■ **Items from a dataset**

★ ★ ★ ★

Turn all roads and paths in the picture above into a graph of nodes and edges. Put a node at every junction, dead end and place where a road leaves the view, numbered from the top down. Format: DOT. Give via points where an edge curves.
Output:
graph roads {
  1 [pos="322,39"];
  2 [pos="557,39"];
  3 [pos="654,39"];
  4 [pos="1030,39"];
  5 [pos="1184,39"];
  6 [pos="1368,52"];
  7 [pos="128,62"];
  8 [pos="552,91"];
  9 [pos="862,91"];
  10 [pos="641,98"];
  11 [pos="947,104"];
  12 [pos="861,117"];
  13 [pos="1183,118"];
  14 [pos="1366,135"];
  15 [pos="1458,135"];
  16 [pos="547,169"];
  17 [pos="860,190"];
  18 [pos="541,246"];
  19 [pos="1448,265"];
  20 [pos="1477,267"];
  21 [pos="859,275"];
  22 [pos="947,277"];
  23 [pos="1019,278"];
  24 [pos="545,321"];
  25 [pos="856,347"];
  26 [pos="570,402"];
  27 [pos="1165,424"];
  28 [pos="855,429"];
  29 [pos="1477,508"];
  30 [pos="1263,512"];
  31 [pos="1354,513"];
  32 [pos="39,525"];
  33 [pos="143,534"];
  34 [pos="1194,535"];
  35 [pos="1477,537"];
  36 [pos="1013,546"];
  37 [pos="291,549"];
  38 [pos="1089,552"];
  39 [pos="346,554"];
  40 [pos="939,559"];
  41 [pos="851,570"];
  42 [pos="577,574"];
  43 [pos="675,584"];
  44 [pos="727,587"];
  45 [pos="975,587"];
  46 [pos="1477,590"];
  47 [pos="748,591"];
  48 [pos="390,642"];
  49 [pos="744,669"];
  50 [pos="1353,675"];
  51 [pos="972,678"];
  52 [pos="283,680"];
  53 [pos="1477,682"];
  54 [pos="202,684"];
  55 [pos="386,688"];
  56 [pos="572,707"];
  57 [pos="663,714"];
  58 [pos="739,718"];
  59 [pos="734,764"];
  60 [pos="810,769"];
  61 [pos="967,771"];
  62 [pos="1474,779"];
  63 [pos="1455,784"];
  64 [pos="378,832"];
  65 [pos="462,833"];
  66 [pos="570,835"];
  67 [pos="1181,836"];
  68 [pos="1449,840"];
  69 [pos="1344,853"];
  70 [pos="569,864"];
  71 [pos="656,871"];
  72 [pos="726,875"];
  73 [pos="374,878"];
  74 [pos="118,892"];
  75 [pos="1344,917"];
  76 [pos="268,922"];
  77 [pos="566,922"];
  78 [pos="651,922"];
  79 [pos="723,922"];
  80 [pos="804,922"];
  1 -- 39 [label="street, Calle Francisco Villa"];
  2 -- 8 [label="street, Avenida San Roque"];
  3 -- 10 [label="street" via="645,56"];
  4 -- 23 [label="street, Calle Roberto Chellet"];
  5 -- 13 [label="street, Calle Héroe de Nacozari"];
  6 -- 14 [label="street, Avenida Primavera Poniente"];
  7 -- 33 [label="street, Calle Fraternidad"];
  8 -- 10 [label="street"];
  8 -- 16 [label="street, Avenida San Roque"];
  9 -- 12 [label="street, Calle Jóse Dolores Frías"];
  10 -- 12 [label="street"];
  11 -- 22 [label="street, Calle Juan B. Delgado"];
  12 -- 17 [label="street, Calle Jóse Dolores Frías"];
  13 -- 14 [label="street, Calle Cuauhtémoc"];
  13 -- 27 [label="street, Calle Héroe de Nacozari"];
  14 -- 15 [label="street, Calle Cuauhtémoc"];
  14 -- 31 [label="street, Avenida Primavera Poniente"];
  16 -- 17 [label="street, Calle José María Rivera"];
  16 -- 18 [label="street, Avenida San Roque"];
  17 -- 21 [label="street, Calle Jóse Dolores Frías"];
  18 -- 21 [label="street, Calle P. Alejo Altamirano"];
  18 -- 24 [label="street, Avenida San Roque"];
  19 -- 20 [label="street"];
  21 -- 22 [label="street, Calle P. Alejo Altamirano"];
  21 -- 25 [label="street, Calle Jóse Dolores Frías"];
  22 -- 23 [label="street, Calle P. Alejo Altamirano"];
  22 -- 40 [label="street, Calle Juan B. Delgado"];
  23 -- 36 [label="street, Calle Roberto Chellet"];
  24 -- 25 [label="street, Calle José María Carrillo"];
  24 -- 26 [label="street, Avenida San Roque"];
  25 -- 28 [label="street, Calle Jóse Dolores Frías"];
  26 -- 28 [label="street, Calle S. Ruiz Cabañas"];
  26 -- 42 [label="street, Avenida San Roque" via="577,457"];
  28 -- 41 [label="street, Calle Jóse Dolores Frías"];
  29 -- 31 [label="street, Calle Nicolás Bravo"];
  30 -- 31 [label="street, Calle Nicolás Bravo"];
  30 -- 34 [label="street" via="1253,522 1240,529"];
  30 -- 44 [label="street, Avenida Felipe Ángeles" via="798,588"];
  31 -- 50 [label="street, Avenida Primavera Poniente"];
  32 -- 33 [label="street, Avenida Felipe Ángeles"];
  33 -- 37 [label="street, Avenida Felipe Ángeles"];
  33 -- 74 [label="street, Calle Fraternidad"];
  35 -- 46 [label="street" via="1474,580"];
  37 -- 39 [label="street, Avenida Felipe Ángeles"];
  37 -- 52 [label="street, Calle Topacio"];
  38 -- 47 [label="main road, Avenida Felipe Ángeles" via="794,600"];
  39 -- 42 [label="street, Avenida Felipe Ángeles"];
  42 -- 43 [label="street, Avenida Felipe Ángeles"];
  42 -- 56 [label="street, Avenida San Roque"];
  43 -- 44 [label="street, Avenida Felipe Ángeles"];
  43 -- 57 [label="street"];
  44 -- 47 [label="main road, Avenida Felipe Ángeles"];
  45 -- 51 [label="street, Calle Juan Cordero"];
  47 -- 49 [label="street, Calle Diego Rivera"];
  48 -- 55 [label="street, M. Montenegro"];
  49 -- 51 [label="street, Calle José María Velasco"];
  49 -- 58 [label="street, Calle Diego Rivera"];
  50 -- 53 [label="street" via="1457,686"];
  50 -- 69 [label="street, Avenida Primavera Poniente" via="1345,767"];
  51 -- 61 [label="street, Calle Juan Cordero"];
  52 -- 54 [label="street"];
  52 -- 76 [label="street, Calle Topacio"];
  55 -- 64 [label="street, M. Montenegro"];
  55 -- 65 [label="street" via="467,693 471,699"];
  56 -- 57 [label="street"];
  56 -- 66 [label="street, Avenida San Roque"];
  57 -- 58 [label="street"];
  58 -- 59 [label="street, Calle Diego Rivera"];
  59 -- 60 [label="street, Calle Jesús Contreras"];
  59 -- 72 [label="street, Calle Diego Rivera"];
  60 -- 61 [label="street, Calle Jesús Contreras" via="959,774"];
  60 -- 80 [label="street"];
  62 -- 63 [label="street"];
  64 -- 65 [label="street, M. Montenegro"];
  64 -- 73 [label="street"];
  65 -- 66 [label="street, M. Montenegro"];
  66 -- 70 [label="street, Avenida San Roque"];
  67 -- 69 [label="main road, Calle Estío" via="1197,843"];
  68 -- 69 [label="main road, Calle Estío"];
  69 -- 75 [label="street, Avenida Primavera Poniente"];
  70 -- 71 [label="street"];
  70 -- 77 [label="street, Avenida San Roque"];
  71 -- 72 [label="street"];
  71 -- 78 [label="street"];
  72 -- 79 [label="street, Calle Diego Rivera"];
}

★ ★ ★ ★

■ **WORK ORDER**
Write out all of the records above exactly as they appear.

■ **SOLVED EXERCISE**
Turn all roads and paths in the picture above into a graph of nodes and edges. Put a node at every junction, dead end and place where a road leaves the view, numbered from the top down. Format: DOT. Give via points where an edge curves.
Output:
graph roads {
  1 [pos="322,39"];
  2 [pos="557,39"];
  3 [pos="654,39"];
  4 [pos="1030,39"];
  5 [pos="1184,39"];
  6 [pos="1368,52"];
  7 [pos="128,62"];
  8 [pos="552,91"];
  9 [pos="862,91"];
  10 [pos="641,98"];
  11 [pos="947,104"];
  12 [pos="861,117"];
  13 [pos="1183,118"];
  14 [pos="1366,135"];
  15 [pos="1458,135"];
  16 [pos="547,169"];
  17 [pos="860,190"];
  18 [pos="541,246"];
  19 [pos="1448,265"];
  20 [pos="1477,267"];
  21 [pos="859,275"];
  22 [pos="947,277"];
  23 [pos="1019,278"];
  24 [pos="545,321"];
  25 [pos="856,347"];
  26 [pos="570,402"];
  27 [pos="1165,424"];
  28 [pos="855,429"];
  29 [pos="1477,508"];
  30 [pos="1263,512"];
  31 [pos="1354,513"];
  32 [pos="39,525"];
  33 [pos="143,534"];
  34 [pos="1194,535"];
  35 [pos="1477,537"];
  36 [pos="1013,546"];
  37 [pos="291,549"];
  38 [pos="1089,552"];
  39 [pos="346,554"];
  40 [pos="939,559"];
  41 [pos="851,570"];
  42 [pos="577,574"];
  43 [pos="675,584"];
  44 [pos="727,587"];
  45 [pos="975,587"];
  46 [pos="1477,590"];
  47 [pos="748,591"];
  48 [pos="390,642"];
  49 [pos="744,669"];
  50 [pos="1353,675"];
  51 [pos="972,678"];
  52 [pos="283,680"];
  53 [pos="1477,682"];
  54 [pos="202,684"];
  55 [pos="386,688"];
  56 [pos="572,707"];
  57 [pos="663,714"];
  58 [pos="739,718"];
  59 [pos="734,764"];
  60 [pos="810,769"];
  61 [pos="967,771"];
  62 [pos="1474,779"];
  63 [pos="1455,784"];
  64 [pos="378,832"];
  65 [pos="462,833"];
  66 [pos="570,835"];
  67 [pos="1181,836"];
  68 [pos="1449,840"];
  69 [pos="1344,853"];
  70 [pos="569,864"];
  71 [pos="656,871"];
  72 [pos="726,875"];
  73 [pos="374,878"];
  74 [pos="118,892"];
  75 [pos="1344,917"];
  76 [pos="268,922"];
  77 [pos="566,922"];
  78 [pos="651,922"];
  79 [pos="723,922"];
  80 [pos="804,922"];
  1 -- 39 [label="street, Calle Francisco Villa"];
  2 -- 8 [label="street, Avenida San Roque"];
  3 -- 10 [label="street" via="645,56"];
  4 -- 23 [label="street, Calle Roberto Chellet"];
  5 -- 13 [label="street, Calle Héroe de Nacozari"];
  6 -- 14 [label="street, Avenida Primavera Poniente"];
  7 -- 33 [label="street, Calle Fraternidad"];
  8 -- 10 [label="street"];
  8 -- 16 [label="street, Avenida San Roque"];
  9 -- 12 [label="street, Calle Jóse Dolores Frías"];
  10 -- 12 [label="street"];
  11 -- 22 [label="street, Calle Juan B. Delgado"];
  12 -- 17 [label="street, Calle Jóse Dolores Frías"];
  13 -- 14 [label="street, Calle Cuauhtémoc"];
  13 -- 27 [label="street, Calle Héroe de Nacozari"];
  14 -- 15 [label="street, Calle Cuauhtémoc"];
  14 -- 31 [label="street, Avenida Primavera Poniente"];
  16 -- 17 [label="street, Calle José María Rivera"];
  16 -- 18 [label="street, Avenida San Roque"];
  17 -- 21 [label="street, Calle Jóse Dolores Frías"];
  18 -- 21 [label="street, Calle P. Alejo Altamirano"];
  18 -- 24 [label="street, Avenida San Roque"];
  19 -- 20 [label="street"];
  21 -- 22 [label="street, Calle P. Alejo Altamirano"];
  21 -- 25 [label="street, Calle Jóse Dolores Frías"];
  22 -- 23 [label="street, Calle P. Alejo Altamirano"];
  22 -- 40 [label="street, Calle Juan B. Delgado"];
  23 -- 36 [label="street, Calle Roberto Chellet"];
  24 -- 25 [label="street, Calle José María Carrillo"];
  24 -- 26 [label="street, Avenida San Roque"];
  25 -- 28 [label="street, Calle Jóse Dolores Frías"];
  26 -- 28 [label="street, Calle S. Ruiz Cabañas"];
  26 -- 42 [label="street, Avenida San Roque" via="577,457"];
  28 -- 41 [label="street, Calle Jóse Dolores Frías"];
  29 -- 31 [label="street, Calle Nicolás Bravo"];
  30 -- 31 [label="street, Calle Nicolás Bravo"];
  30 -- 34 [label="street" via="1253,522 1240,529"];
  30 -- 44 [label="street, Avenida Felipe Ángeles" via="798,588"];
  31 -- 50 [label="street, Avenida Primavera Poniente"];
  32 -- 33 [label="street, Avenida Felipe Ángeles"];
  33 -- 37 [label="street, Avenida Felipe Ángeles"];
  33 -- 74 [label="street, Calle Fraternidad"];
  35 -- 46 [label="street" via="1474,580"];
  37 -- 39 [label="street, Avenida Felipe Ángeles"];
  37 -- 52 [label="street, Calle Topacio"];
  38 -- 47 [label="main road, Avenida Felipe Ángeles" via="794,600"];
  39 -- 42 [label="street, Avenida Felipe Ángeles"];
  42 -- 43 [label="street, Avenida Felipe Ángeles"];
  42 -- 56 [label="street, Avenida San Roque"];
  43 -- 44 [label="street, Avenida Felipe Ángeles"];
  43 -- 57 [label="street"];
  44 -- 47 [label="main road, Avenida Felipe Ángeles"];
  45 -- 51 [label="street, Calle Juan Cordero"];
  47 -- 49 [label="street, Calle Diego Rivera"];
  48 -- 55 [label="street, M. Montenegro"];
  49 -- 51 [label="street, Calle José María Velasco"];
  49 -- 58 [label="street, Calle Diego Rivera"];
  50 -- 53 [label="street" via="1457,686"];
  50 -- 69 [label="street, Avenida Primavera Poniente" via="1345,767"];
  51 -- 61 [label="street, Calle Juan Cordero"];
  52 -- 54 [label="street"];
  52 -- 76 [label="street, Calle Topacio"];
  55 -- 64 [label="street, M. Montenegro"];
  55 -- 65 [label="street" via="467,693 471,699"];
  56 -- 57 [label="street"];
  56 -- 66 [label="street, Avenida San Roque"];
  57 -- 58 [label="street"];
  58 -- 59 [label="street, Calle Diego Rivera"];
  59 -- 60 [label="street, Calle Jesús Contreras"];
  59 -- 72 [label="street, Calle Diego Rivera"];
  60 -- 61 [label="street, Calle Jesús Contreras" via="959,774"];
  60 -- 80 [label="street"];
  62 -- 63 [label="street"];
  64 -- 65 [label="street, M. Montenegro"];
  64 -- 73 [label="street"];
  65 -- 66 [label="street, M. Montenegro"];
  66 -- 70 [label="street, Avenida San Roque"];
  67 -- 69 [label="main road, Calle Estío" via="1197,843"];
  68 -- 69 [label="main road, Calle Estío"];
  69 -- 75 [label="street, Avenida Primavera Poniente"];
  70 -- 71 [label="street"];
  70 -- 77 [label="street, Avenida San Roque"];
  71 -- 72 [label="street"];
  71 -- 78 [label="street"];
  72 -- 79 [label="street, Calle Diego Rivera"];
}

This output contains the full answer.